To build a public consensus around a recent civil proposal on universal suffrage, the civic group “Occupy Central with Love and Peace” appointed the Public Opinion Programme at Hong Kong University and the Center for Social Policy Studies at the Hong Kong Polytechnic University to host the civil referendum on their servers.

On June 13, 30 hours after HKU’s Public Opinion Programme (POP) tested their online system by accepting voter pre-registrations, the system endured the largest distributed denial of service attack in its history. Two of their hosting providers have since withdrawn their service for the project.

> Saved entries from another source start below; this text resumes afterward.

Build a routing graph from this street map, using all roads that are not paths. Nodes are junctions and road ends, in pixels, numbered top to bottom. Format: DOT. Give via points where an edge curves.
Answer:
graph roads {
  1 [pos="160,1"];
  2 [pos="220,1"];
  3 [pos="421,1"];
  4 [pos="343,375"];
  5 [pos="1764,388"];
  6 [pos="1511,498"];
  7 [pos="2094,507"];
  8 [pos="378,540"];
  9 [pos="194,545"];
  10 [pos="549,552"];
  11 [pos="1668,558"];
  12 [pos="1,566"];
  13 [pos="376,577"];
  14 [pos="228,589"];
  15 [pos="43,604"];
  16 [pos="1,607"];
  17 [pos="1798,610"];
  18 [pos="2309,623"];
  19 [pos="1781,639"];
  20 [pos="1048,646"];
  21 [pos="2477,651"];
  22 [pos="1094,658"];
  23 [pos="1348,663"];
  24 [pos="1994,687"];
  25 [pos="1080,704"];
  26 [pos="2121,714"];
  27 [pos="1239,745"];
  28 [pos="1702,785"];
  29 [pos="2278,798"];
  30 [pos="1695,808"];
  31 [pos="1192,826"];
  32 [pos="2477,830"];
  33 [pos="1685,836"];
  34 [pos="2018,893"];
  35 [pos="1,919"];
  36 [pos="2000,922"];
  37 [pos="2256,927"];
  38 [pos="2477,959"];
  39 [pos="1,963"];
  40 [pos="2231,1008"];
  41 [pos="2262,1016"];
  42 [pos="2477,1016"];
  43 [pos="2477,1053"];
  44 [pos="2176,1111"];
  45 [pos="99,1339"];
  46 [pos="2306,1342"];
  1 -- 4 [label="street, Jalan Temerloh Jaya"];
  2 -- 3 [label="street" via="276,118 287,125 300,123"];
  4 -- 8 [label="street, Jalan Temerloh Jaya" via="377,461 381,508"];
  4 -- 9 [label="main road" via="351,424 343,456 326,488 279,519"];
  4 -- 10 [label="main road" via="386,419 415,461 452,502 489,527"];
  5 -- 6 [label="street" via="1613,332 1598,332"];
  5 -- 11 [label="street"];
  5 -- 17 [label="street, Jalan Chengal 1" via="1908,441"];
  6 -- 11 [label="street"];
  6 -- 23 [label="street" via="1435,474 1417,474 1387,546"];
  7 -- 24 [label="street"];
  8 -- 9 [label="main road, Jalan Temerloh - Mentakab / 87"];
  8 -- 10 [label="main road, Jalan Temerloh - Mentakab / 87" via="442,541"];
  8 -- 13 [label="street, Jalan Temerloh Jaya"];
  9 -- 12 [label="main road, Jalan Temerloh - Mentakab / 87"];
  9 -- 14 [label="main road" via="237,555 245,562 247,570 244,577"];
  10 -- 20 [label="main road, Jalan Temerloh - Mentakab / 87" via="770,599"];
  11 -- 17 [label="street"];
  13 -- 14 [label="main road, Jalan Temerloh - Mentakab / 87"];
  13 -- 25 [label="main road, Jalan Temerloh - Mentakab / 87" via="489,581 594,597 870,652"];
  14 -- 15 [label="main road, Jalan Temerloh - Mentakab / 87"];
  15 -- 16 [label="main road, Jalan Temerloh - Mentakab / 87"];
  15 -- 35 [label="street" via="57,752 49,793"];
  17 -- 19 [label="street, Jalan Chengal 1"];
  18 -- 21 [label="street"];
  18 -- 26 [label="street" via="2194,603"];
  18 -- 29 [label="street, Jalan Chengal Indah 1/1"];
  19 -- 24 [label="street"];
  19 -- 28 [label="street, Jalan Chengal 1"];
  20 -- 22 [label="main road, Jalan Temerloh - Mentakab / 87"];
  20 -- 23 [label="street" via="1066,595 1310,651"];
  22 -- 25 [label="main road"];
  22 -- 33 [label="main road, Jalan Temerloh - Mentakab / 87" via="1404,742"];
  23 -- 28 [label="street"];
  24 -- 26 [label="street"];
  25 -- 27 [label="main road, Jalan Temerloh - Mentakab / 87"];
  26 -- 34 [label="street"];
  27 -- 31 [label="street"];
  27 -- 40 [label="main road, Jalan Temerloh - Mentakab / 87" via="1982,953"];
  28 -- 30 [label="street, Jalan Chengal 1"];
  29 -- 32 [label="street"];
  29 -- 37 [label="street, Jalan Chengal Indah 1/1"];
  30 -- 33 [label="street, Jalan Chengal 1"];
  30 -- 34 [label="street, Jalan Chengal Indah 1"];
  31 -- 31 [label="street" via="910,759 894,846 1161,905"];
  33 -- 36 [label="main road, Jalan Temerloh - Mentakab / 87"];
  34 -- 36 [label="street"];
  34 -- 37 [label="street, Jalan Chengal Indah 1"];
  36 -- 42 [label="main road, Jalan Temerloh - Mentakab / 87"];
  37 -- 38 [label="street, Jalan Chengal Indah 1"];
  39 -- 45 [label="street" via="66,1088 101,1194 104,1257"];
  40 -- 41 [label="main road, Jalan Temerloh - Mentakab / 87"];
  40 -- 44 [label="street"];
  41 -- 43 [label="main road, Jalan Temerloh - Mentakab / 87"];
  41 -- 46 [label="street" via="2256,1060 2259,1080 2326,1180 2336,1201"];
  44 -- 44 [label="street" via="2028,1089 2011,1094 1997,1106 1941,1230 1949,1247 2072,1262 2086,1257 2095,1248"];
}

The civil referendum has been criticized by pro-Beijing political groups, sparking controversy concerning channels for nomination. Many Hong Kongers feel that nomination by a nominating committee serve as a filtering mechanism for eliminating candidates who are undesirable for Beijing.

According to a press release issued by HKU POP on June 16, the voting system is hosted by Amazon Web Services (AWS), Cloudflare and UDomain. All three web hosting services suffered from large scale DDoS attacks on June 14 and 15. AWS recorded 10 billion system requests with 20 hours, CloudFare recorded a 75Gb DDoS per second and UDomain 10Gb per second.

As the scale of attack is tremendous, all three service providers were forced to temporarily suspend their services. An expert estimated that there could be at least 5,000 but possibly more than 10,000 computers involved in the attack.

On June 16, Amazon decided to stop providing DNS hosting service to HKU POP and UDomain withdrew its security protection service. Cloudflare is now the only service provider to support the voting system.

IT security expert Anthony Lai posted digital attack maps on his Facebook page, comparing the attack scale between June 10 and June 14 (see top), before and after HKU POP tested the voting system:

Digital Attack Map on June 10. Destination Hong Kong.

Digital Attack Map on June 10. Destination Hong Kong.

HKU POP is working on a solution to the voting system’s vulnerability. They are considering to using 125 telephone lines for voting, but this can only accommodate 70,000 votes in 12 hours. The OCLP hopes to get 300,000 voter participate in the civic referendum.

In 2012, the HKU POP was also attacked by DDoS when it hosted a mock universal suffrage poll for the chief executive election.